_How to complete this task:_ Copy every line of the records below that holds the word "Mbanugo".

_Data for review:_
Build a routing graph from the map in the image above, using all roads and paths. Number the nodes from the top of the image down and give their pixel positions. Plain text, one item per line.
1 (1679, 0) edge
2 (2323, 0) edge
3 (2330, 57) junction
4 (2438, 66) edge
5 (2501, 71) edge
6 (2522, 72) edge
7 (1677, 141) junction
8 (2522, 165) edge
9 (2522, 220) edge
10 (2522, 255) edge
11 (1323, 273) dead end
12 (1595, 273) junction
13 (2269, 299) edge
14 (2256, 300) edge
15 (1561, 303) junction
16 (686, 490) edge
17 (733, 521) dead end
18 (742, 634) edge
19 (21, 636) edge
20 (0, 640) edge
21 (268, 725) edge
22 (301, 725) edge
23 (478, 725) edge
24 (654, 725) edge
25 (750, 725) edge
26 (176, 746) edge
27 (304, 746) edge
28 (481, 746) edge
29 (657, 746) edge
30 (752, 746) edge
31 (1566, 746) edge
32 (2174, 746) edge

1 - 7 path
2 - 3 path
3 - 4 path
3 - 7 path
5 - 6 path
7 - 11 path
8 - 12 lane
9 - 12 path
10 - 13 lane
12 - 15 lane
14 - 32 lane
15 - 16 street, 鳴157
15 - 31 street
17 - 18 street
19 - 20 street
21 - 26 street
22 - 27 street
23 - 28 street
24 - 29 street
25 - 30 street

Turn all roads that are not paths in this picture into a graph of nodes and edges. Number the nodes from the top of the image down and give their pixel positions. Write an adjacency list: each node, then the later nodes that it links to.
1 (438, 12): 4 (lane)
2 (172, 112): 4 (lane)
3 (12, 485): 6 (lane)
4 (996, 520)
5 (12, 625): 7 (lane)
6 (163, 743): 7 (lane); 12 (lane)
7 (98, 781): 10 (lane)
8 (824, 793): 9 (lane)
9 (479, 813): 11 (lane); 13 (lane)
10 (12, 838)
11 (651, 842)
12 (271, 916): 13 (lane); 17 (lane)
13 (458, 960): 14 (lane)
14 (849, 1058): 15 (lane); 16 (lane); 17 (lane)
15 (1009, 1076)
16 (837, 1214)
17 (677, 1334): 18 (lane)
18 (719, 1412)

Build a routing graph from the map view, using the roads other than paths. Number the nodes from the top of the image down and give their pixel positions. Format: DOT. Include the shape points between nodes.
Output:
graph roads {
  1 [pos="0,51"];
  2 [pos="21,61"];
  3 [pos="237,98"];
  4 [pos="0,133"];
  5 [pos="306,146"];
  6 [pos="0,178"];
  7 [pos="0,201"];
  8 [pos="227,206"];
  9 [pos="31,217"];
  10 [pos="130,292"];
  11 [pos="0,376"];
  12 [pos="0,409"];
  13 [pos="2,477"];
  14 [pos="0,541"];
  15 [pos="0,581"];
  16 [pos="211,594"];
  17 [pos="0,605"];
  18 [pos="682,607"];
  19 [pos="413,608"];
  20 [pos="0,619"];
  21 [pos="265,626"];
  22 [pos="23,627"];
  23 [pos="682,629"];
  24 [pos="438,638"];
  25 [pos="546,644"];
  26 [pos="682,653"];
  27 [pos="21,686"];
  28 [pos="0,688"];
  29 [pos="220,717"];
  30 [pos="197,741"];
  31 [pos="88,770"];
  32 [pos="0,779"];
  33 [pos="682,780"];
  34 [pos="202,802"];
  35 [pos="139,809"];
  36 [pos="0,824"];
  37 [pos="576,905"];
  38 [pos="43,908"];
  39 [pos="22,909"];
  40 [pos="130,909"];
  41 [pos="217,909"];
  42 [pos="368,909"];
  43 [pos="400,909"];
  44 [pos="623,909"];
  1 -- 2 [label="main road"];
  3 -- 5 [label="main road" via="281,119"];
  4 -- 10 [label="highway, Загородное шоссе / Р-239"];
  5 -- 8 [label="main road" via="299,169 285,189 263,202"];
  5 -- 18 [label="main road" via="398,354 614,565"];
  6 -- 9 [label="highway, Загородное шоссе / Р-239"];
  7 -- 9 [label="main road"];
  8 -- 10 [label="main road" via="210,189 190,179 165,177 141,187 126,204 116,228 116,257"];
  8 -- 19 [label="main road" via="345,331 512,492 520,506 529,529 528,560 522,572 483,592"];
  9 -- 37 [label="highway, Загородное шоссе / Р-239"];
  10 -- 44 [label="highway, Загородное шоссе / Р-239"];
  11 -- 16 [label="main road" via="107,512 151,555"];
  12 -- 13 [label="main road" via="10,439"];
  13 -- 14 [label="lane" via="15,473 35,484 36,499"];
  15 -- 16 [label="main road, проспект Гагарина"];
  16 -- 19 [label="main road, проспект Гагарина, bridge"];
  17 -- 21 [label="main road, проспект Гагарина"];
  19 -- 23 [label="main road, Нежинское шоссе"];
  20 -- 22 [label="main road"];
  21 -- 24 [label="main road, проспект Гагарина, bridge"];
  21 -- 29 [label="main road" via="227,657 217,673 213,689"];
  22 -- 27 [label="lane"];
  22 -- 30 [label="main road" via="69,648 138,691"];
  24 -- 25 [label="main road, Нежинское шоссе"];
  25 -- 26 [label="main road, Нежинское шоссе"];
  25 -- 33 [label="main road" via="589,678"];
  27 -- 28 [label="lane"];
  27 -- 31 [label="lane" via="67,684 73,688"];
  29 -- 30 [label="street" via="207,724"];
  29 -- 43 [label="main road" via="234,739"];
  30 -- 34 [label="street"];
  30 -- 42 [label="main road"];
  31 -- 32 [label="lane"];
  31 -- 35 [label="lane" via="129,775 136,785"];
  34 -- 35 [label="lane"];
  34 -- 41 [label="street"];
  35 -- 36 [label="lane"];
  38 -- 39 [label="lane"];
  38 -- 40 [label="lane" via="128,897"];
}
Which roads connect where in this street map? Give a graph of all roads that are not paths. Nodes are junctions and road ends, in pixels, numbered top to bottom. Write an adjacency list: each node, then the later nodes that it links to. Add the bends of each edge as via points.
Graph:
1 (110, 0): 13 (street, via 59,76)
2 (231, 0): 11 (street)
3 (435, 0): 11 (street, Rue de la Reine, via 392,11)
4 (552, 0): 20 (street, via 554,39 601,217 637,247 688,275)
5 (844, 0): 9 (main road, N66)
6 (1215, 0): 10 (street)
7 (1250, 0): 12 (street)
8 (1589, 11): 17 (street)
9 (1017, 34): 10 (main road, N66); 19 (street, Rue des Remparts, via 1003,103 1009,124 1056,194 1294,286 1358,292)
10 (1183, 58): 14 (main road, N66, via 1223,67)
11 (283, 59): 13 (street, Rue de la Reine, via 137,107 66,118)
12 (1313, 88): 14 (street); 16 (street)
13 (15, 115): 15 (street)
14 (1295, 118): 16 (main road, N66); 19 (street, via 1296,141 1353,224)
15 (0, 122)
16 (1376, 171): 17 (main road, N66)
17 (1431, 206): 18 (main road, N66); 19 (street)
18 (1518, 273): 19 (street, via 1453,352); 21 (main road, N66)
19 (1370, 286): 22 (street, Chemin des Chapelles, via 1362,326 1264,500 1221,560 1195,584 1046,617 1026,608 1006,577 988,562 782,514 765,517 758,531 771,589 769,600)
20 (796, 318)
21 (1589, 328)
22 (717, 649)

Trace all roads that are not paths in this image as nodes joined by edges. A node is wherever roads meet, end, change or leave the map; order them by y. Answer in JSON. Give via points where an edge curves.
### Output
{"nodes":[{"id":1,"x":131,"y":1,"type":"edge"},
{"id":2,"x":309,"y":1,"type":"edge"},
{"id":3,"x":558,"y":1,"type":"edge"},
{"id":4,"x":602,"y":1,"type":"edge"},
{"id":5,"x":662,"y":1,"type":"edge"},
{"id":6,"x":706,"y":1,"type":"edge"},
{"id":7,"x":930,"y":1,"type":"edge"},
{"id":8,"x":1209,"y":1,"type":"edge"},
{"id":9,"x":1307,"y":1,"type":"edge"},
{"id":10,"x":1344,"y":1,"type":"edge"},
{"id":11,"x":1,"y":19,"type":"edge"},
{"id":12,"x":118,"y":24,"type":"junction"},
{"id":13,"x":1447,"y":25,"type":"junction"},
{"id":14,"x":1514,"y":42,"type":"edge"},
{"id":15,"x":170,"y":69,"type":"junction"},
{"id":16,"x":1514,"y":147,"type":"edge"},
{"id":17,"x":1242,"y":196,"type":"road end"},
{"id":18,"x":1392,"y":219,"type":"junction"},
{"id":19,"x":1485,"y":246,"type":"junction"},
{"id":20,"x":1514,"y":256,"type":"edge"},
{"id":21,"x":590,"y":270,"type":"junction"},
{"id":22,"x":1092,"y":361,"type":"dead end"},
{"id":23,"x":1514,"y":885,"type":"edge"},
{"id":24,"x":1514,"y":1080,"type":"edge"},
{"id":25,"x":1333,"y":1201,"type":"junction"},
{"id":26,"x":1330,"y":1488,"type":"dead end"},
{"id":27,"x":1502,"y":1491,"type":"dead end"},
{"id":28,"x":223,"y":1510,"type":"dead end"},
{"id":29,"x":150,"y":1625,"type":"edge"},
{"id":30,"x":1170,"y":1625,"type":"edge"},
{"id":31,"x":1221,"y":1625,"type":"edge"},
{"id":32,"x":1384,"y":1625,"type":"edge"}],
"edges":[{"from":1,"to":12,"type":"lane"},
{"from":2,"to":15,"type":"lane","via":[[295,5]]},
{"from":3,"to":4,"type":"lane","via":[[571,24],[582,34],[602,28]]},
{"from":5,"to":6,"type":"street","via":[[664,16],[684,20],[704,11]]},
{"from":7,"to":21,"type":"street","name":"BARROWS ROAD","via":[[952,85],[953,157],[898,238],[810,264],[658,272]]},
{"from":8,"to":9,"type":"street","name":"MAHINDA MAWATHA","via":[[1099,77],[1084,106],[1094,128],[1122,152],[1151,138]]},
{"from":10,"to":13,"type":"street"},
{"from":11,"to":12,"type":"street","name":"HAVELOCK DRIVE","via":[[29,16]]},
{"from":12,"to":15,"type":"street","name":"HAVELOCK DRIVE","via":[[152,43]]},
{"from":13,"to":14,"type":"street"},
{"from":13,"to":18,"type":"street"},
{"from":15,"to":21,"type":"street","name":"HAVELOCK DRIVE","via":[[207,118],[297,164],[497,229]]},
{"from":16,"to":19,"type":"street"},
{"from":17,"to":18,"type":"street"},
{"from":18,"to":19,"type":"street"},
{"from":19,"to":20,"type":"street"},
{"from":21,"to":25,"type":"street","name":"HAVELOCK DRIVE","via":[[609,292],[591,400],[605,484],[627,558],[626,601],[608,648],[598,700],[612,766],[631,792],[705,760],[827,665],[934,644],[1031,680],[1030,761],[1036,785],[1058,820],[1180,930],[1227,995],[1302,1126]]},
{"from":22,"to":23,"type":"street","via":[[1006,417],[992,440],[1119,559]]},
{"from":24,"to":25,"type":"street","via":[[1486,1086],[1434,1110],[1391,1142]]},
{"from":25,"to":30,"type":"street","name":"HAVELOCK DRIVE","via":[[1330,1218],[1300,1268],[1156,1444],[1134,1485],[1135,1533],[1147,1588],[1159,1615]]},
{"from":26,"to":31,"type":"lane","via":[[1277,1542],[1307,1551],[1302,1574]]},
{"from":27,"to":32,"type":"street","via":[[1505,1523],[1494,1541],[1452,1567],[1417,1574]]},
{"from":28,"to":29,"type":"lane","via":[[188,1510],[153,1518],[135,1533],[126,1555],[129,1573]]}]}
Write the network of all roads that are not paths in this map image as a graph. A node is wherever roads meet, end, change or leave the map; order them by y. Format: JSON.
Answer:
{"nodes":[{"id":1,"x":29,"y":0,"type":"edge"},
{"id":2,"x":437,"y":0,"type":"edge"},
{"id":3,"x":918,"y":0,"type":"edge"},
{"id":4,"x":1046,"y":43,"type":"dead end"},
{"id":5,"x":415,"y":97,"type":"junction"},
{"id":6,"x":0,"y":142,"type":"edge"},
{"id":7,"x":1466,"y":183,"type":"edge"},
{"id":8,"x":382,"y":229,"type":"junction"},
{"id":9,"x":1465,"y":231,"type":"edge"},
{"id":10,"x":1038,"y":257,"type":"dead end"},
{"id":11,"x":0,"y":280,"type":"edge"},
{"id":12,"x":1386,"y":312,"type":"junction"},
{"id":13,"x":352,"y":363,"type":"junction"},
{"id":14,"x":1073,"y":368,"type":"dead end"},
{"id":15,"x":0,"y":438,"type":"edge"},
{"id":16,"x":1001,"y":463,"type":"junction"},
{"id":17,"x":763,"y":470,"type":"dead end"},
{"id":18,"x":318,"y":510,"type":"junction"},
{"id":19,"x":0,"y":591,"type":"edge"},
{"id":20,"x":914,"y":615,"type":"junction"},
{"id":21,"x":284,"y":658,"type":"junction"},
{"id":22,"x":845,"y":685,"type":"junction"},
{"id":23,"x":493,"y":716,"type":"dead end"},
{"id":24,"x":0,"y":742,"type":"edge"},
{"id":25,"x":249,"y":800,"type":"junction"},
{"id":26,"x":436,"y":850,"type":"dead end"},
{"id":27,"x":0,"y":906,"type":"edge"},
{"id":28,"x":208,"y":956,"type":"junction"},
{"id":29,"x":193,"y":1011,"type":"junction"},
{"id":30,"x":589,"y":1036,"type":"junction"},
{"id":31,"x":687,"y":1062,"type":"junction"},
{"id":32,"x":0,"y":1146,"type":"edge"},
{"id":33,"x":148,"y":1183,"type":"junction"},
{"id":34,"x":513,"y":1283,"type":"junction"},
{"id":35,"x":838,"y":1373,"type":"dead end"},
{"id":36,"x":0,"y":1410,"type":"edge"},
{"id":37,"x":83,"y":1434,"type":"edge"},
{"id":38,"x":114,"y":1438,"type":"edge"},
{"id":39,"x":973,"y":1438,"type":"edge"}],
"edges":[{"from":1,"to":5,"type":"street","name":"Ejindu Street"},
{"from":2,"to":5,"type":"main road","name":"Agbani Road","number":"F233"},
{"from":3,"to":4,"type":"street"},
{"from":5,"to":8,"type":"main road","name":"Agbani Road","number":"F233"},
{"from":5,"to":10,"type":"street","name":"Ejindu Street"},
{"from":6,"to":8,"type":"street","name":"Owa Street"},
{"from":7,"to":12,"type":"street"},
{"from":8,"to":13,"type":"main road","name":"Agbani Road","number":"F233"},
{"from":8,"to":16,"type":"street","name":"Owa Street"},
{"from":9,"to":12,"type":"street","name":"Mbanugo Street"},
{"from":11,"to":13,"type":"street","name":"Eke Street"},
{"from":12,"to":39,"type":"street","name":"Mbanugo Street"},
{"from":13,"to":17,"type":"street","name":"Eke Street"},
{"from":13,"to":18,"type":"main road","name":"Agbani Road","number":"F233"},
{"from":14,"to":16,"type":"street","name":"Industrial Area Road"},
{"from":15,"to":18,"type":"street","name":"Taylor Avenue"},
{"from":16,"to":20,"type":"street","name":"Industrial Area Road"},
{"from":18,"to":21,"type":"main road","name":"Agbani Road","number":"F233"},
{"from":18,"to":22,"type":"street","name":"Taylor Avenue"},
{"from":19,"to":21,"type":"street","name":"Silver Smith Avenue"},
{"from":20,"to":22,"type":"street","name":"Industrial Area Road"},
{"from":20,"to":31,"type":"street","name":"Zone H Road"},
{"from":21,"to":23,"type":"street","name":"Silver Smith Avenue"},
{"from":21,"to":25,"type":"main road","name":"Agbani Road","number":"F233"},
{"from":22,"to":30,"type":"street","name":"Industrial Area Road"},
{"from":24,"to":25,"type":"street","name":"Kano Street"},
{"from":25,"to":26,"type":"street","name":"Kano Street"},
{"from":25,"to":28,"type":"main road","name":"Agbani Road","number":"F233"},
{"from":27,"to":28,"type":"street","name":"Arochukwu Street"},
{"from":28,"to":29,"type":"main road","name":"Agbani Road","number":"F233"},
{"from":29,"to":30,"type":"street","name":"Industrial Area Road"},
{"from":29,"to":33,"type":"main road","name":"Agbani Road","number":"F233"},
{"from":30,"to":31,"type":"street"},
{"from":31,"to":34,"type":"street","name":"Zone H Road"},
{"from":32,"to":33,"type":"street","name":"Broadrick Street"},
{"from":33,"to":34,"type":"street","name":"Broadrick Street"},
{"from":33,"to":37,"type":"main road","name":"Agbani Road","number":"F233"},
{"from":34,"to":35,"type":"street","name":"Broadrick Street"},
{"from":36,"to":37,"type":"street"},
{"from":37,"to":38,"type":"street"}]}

_Task output:_
{"from":9,"to":12,"type":"street","name":"Mbanugo Street"},
{"from":12,"to":39,"type":"street","name":"Mbanugo Street"},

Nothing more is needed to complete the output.